◆ EXERCISE AIM: Would you please return the lines of the material that contain the word "dead"?

=== Section Start ===

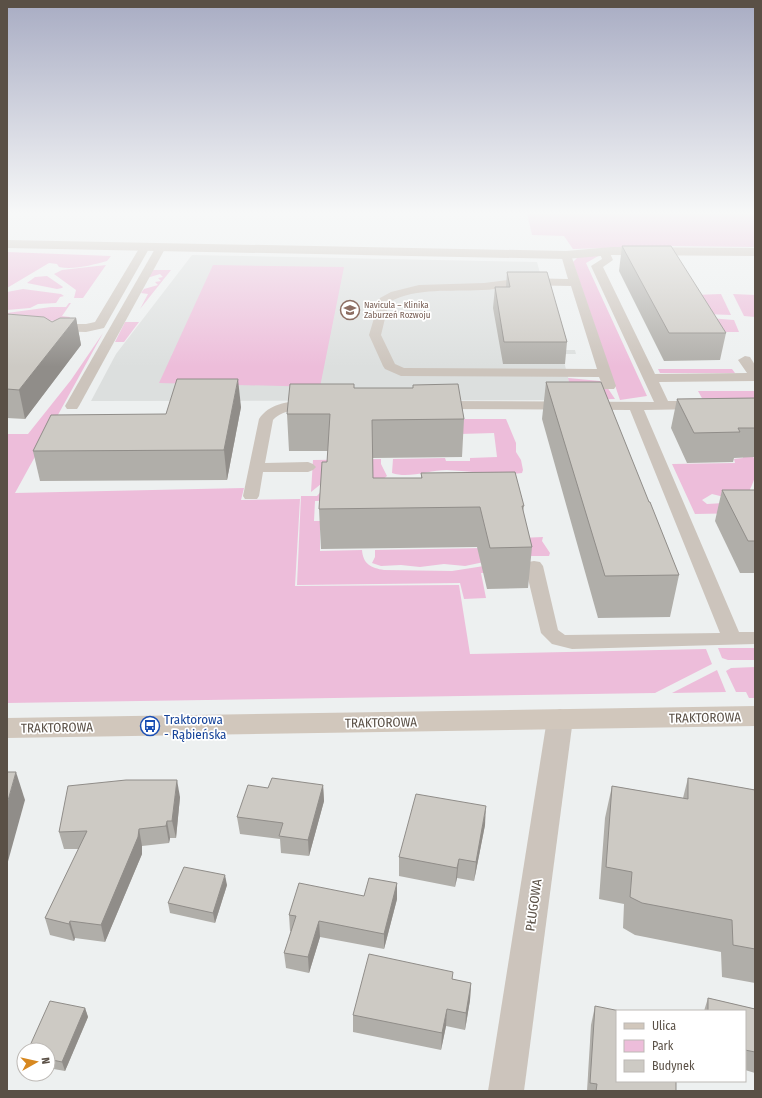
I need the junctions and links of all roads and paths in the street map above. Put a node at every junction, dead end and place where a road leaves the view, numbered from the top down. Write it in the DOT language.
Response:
graph roads {
  1 [pos="135,264"];
  2 [pos="151,264"];
  3 [pos="569,264"];
  4 [pos="600,264"];
  5 [pos="574,283"];
  6 [pos="44,328"];
  7 [pos="70,328"];
  8 [pos="61,339"];
  9 [pos="745,360"];
  10 [pos="603,373"];
  11 [pos="755,377"];
  12 [pos="650,378"];
  13 [pos="609,386"];
  14 [pos="324,405"];
  15 [pos="427,405"];
  16 [pos="663,405"];
  17 [pos="717,405"];
  18 [pos="72,406"];
  19 [pos="635,406"];
  20 [pos="308,467"];
  21 [pos="257,468"];
  22 [pos="251,496"];
  23 [pos="534,566"];
  24 [pos="755,638"];
  25 [pos="732,639"];
  26 [pos="755,716"];
  27 [pos="560,719"];
  28 [pos="7,728"];
  29 [pos="506,1091"];
  1 -- 7 [label="lane"];
  2 -- 18 [label="lane"];
  3 -- 5 [label="lane"];
  4 -- 12 [label="lane"];
  5 -- 10 [label="lane"];
  5 -- 10 [label="lane"];
  6 -- 7 [label="lane"];
  7 -- 8 [label="lane"];
  9 -- 11 [label="lane"];
  10 -- 13 [label="lane"];
  11 -- 12 [label="lane"];
  12 -- 16 [label="lane"];
  14 -- 21 [label="lane"];
  15 -- 19 [label="lane"];
  16 -- 17 [label="lane"];
  16 -- 19 [label="lane"];
  19 -- 25 [label="lane"];
  20 -- 21 [label="lane"];
  21 -- 22 [label="lane"];
  23 -- 25 [label="lane"];
  24 -- 25 [label="lane"];
  26 -- 27 [label="main road, TRAKTOROWA"];
  27 -- 28 [label="main road, TRAKTOROWA"];
  27 -- 29 [label="street, PŁUGOWA"];
}
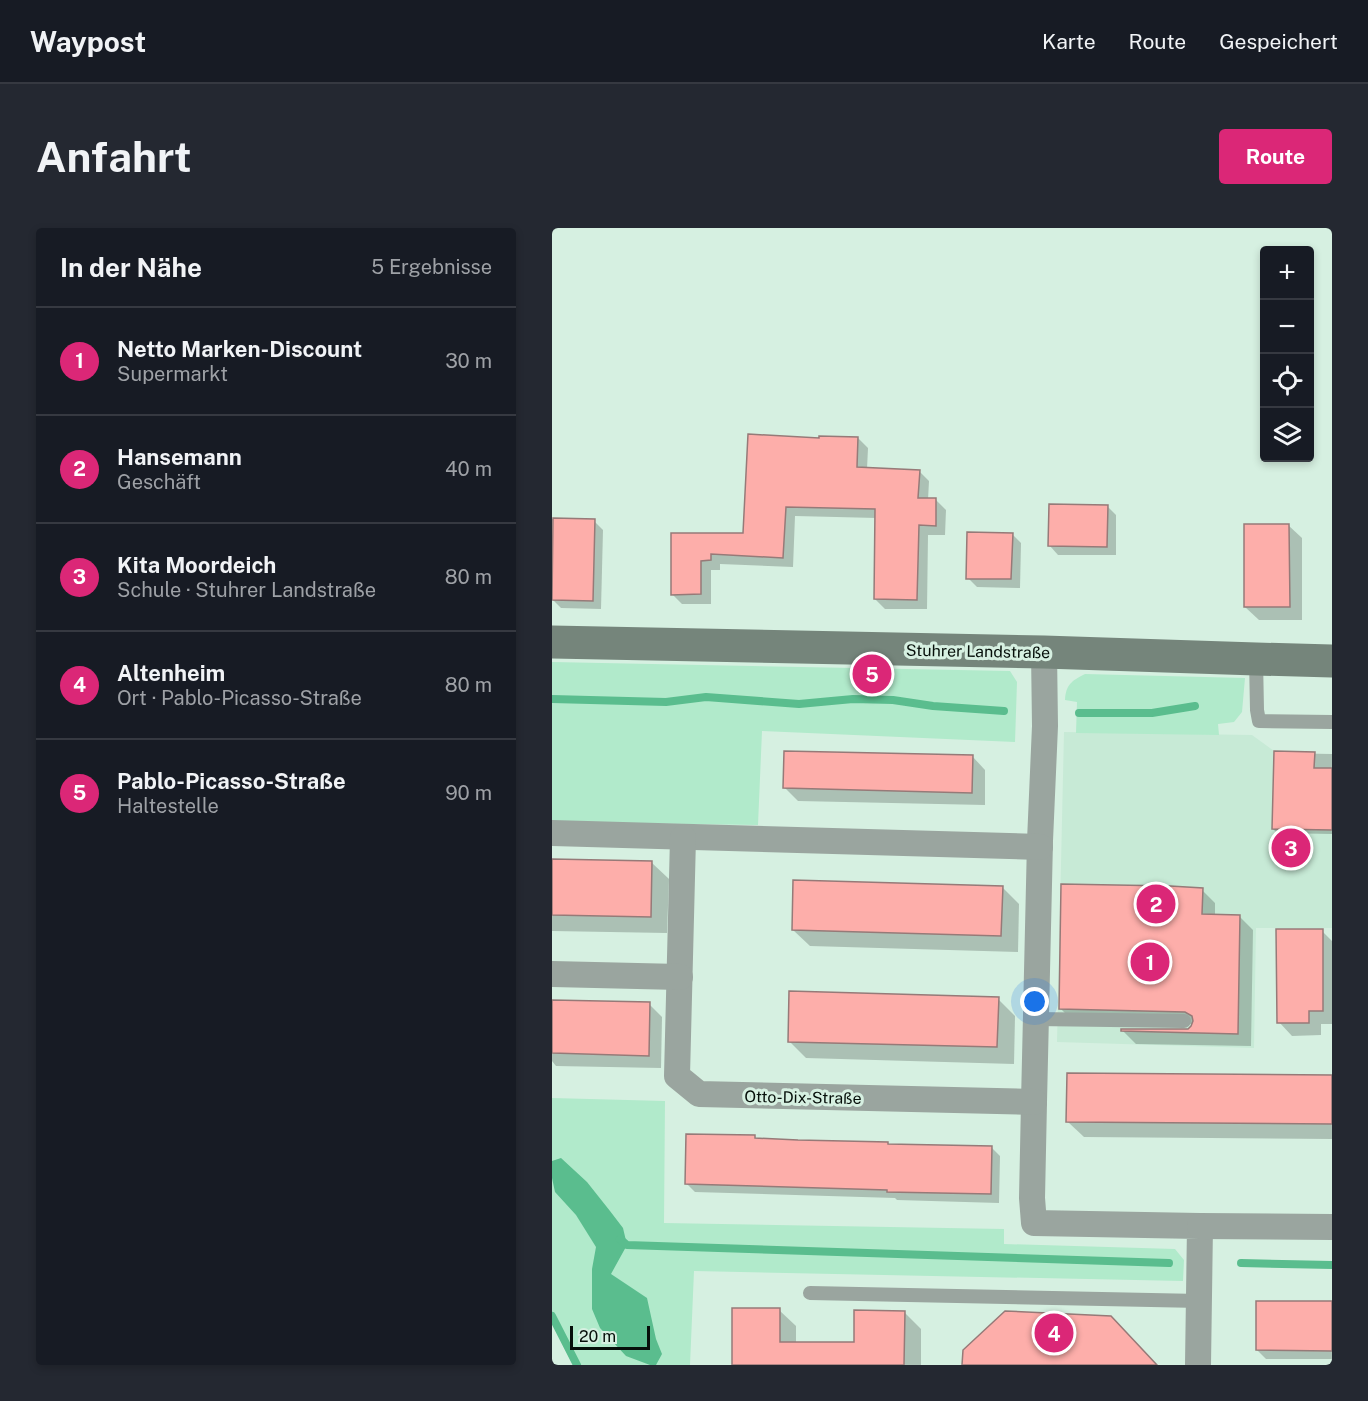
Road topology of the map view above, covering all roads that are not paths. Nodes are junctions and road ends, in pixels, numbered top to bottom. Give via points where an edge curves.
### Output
1 (552, 642) edge
2 (1044, 652) junction
3 (1256, 659) junction
4 (1332, 660) edge
5 (1332, 722) edge
6 (552, 833) edge
7 (683, 838) junction
8 (1040, 848) junction
9 (552, 974) edge
10 (680, 977) junction
11 (1036, 1019) junction
12 (1184, 1021) dead end
13 (1034, 1102) junction
14 (1200, 1226) junction
15 (1332, 1227) edge
16 (810, 1293) dead end
17 (1200, 1301) junction
18 (1198, 1365) edge

1 - 2 main road, Stuhrer Landstraße
2 - 3 main road, Stuhrer Landstraße
2 - 8 street
3 - 4 main road, Stuhrer Landstraße
3 - 5 lane via 1259,721
6 - 7 street
7 - 8 street
7 - 10 street, Otto-Dix-Straße
8 - 11 street
9 - 10 street
10 - 13 street, Otto-Dix-Straße via 677,1076 699,1094
11 - 12 lane
11 - 13 street
13 - 14 street via 1034,1223
14 - 15 street
14 - 17 street
16 - 17 lane
17 - 18 street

=== Section End ===

◆ REPLY TO THE TASK:
I need the junctions and links of all roads and paths in the street map above. Put a node at every junction, dead end and place where a road leaves the view, numbered from the top down. Write it in the DOT language.
12 (1184, 1021) dead end
16 (810, 1293) dead end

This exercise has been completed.